Sir Gerard also drew attention to the role of the Australian Federal
Police in the arrest of the Bali 9, particularly Scott Rush, whose parents
asked the police to warn him off from becoming a drug mule.
"We can only hope that Australia can effectively intervene so save the
lives of those condemned, including 21-year-old Scott Rush, after exposing
him to the very risk of execution," he said.
In an address to the Law and Justice Foundation in Sydney, Sir Gerard
said: "We cannot declare the execution of Australians to be barbaric and
the execution of Indonesians to be acceptable.
"A country which speaks about such an important issue with a forked tongue
can hardly lay claim to the rule of law and forfeits its credibility in
the international forum."
He referred to the repudiation by both parties of the proposal by
Opposition foreign affairs spokesman Robert McClelland that Australia
should join Asian countries that do not have the death penalty to persuade
others to abolish capital punishment. Mr McClelland said protection should
be extended to extreme cases, such as the Bali bombers.
While his comments were consistent with Labor policy, he was slapped down
by his leader, Kevin Rudd, who said he would use diplomacy only in support
of Australians facing execution.
Foreign Minister Alexander Downer said this week that, while he was
opposed to the death penalty and would lobby Indonesia to save the Bali 9,
"as far as Indonesians are concerned, who have killed 88 Australians, we
will not be making any effort on their behalf".
Sir Gerard said that, should the Bali nine be spared, "why do we repudiate
a proposal to persuade those South-East Asian nations who still carry out
executions to change?"
He also condemned Australia's anti-terrorism laws for trespassing upon the
basic notion of natural justice.

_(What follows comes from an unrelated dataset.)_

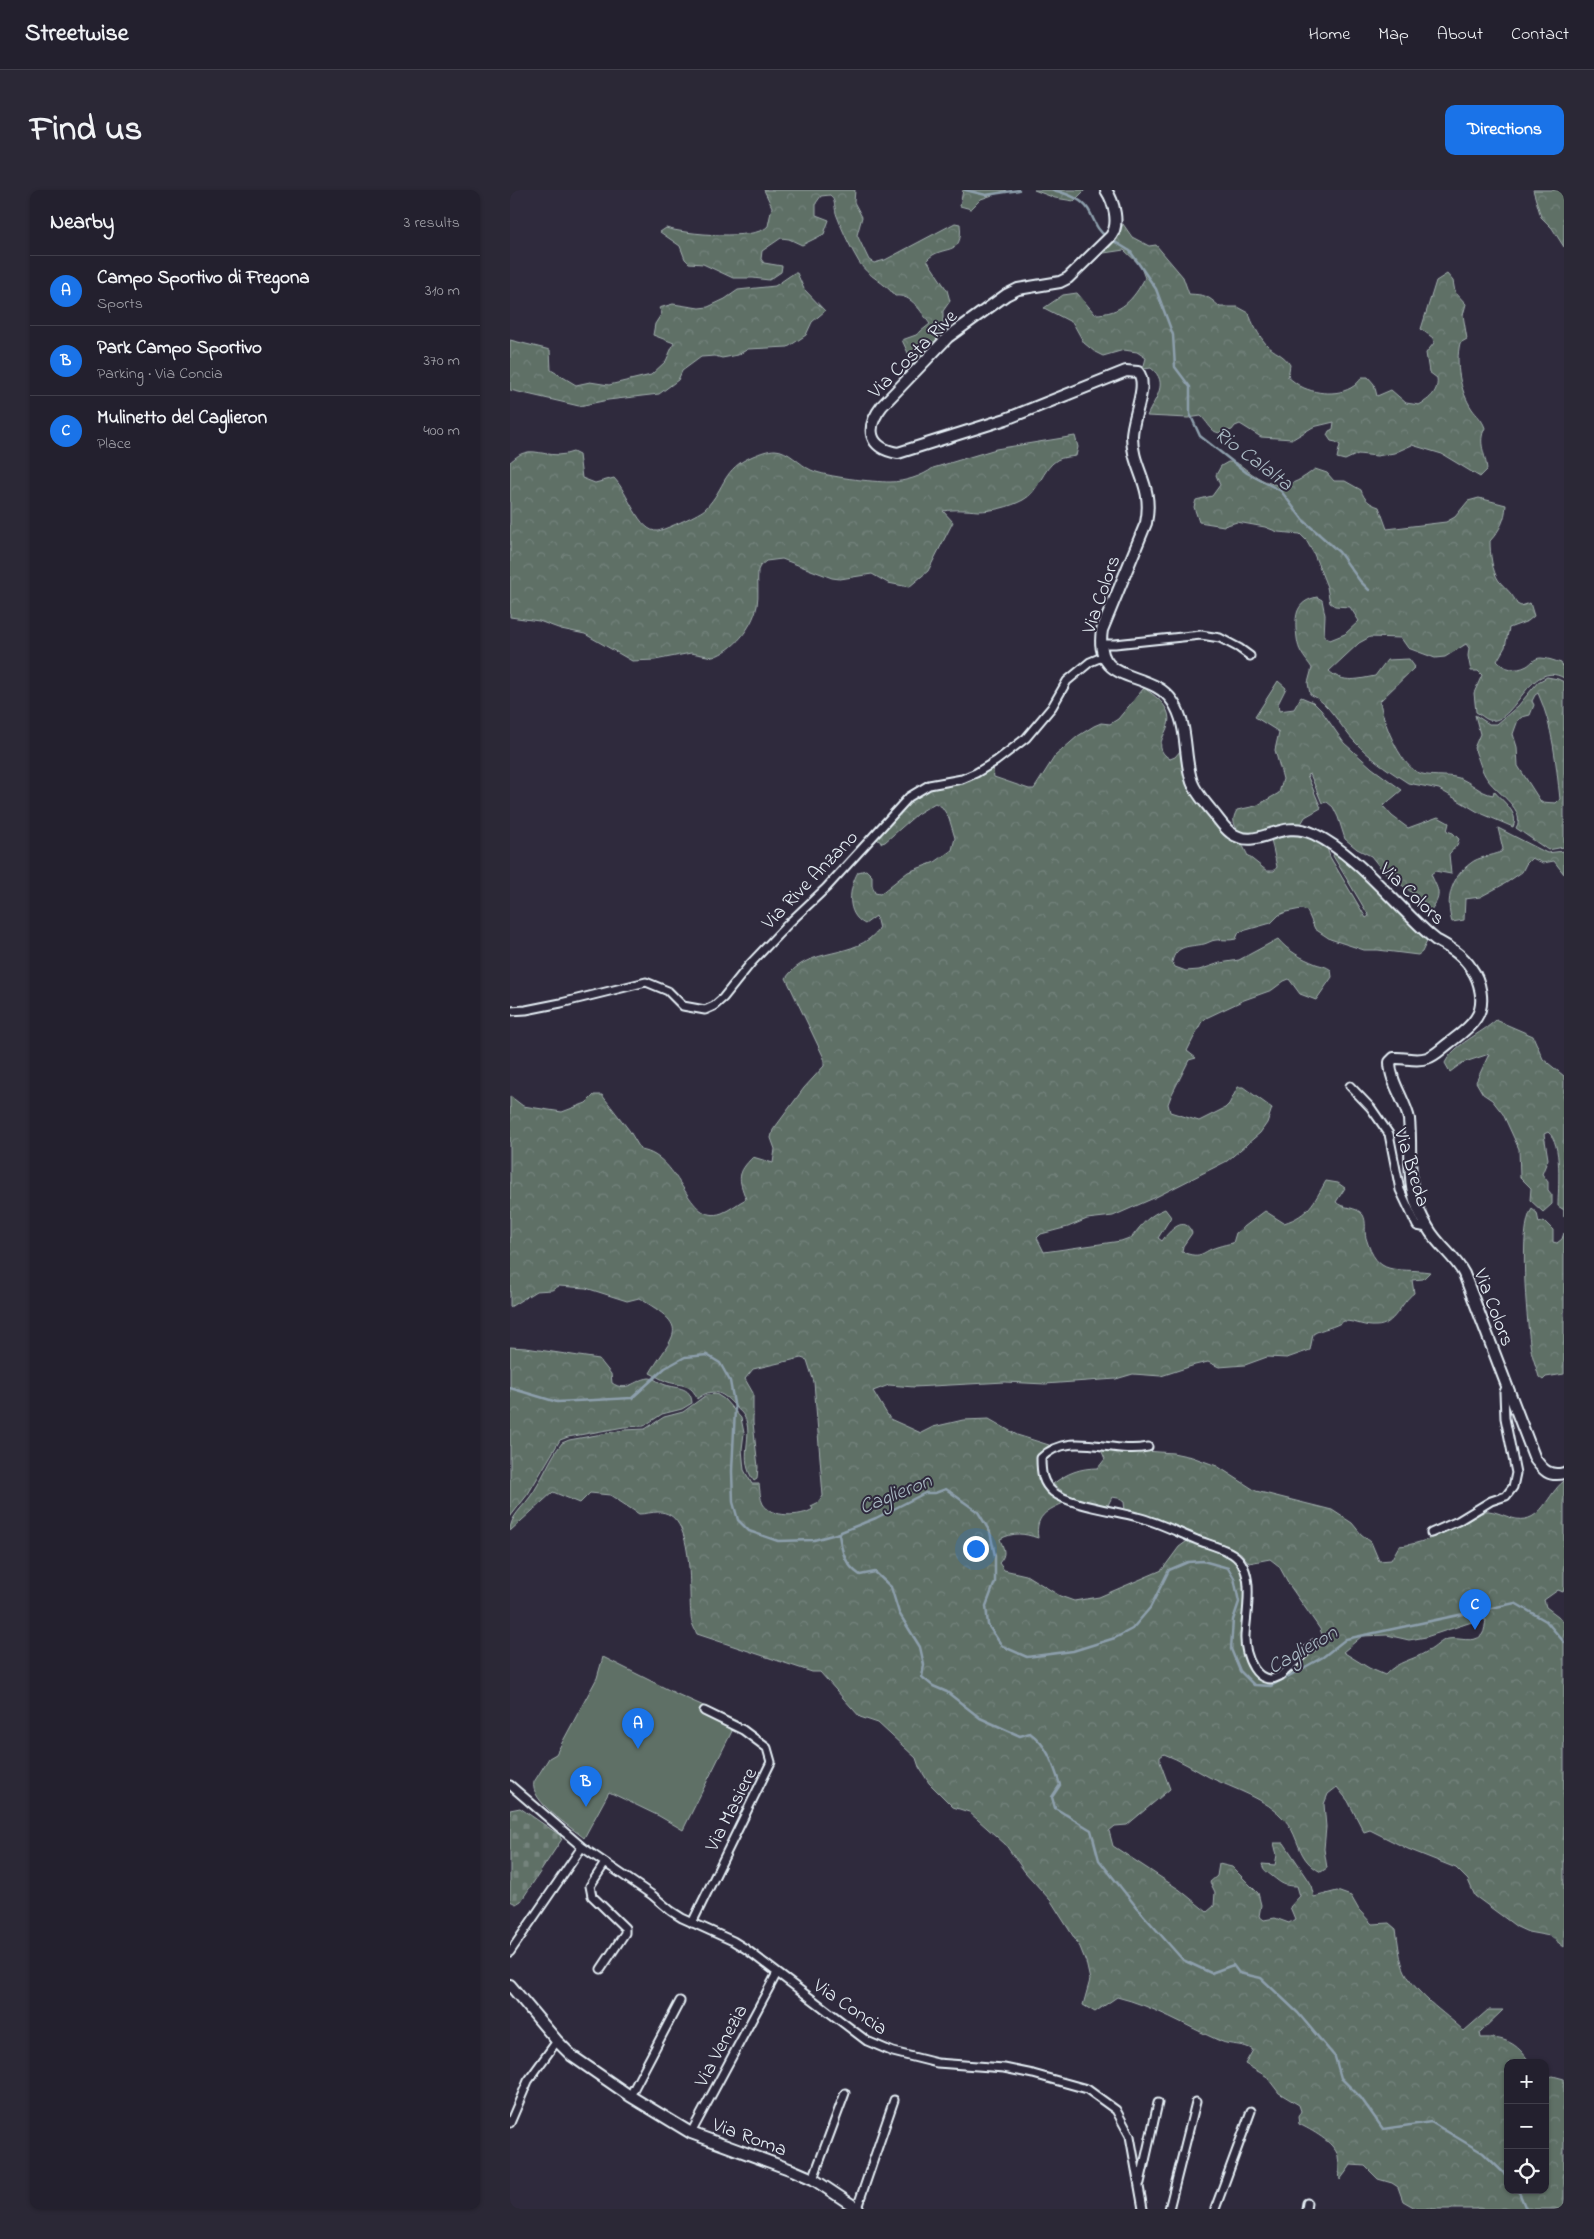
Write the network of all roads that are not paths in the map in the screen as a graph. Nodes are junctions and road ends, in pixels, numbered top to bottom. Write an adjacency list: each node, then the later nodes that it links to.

He said a person could be detained,
virtually incommunicado, without ever being accused of involvement in
terrorist activity, on grounds that were kept secret and without effective
opportunity to challenge the detention.
The cases of Mamdouh Habib and David Hicks starkly illustrated the
injustices that can occur when power is exercised without effective
And the "sad experience" of Mohamed Haneef had eroded public confidence in
the agencies entrusted to safeguard public security, he said.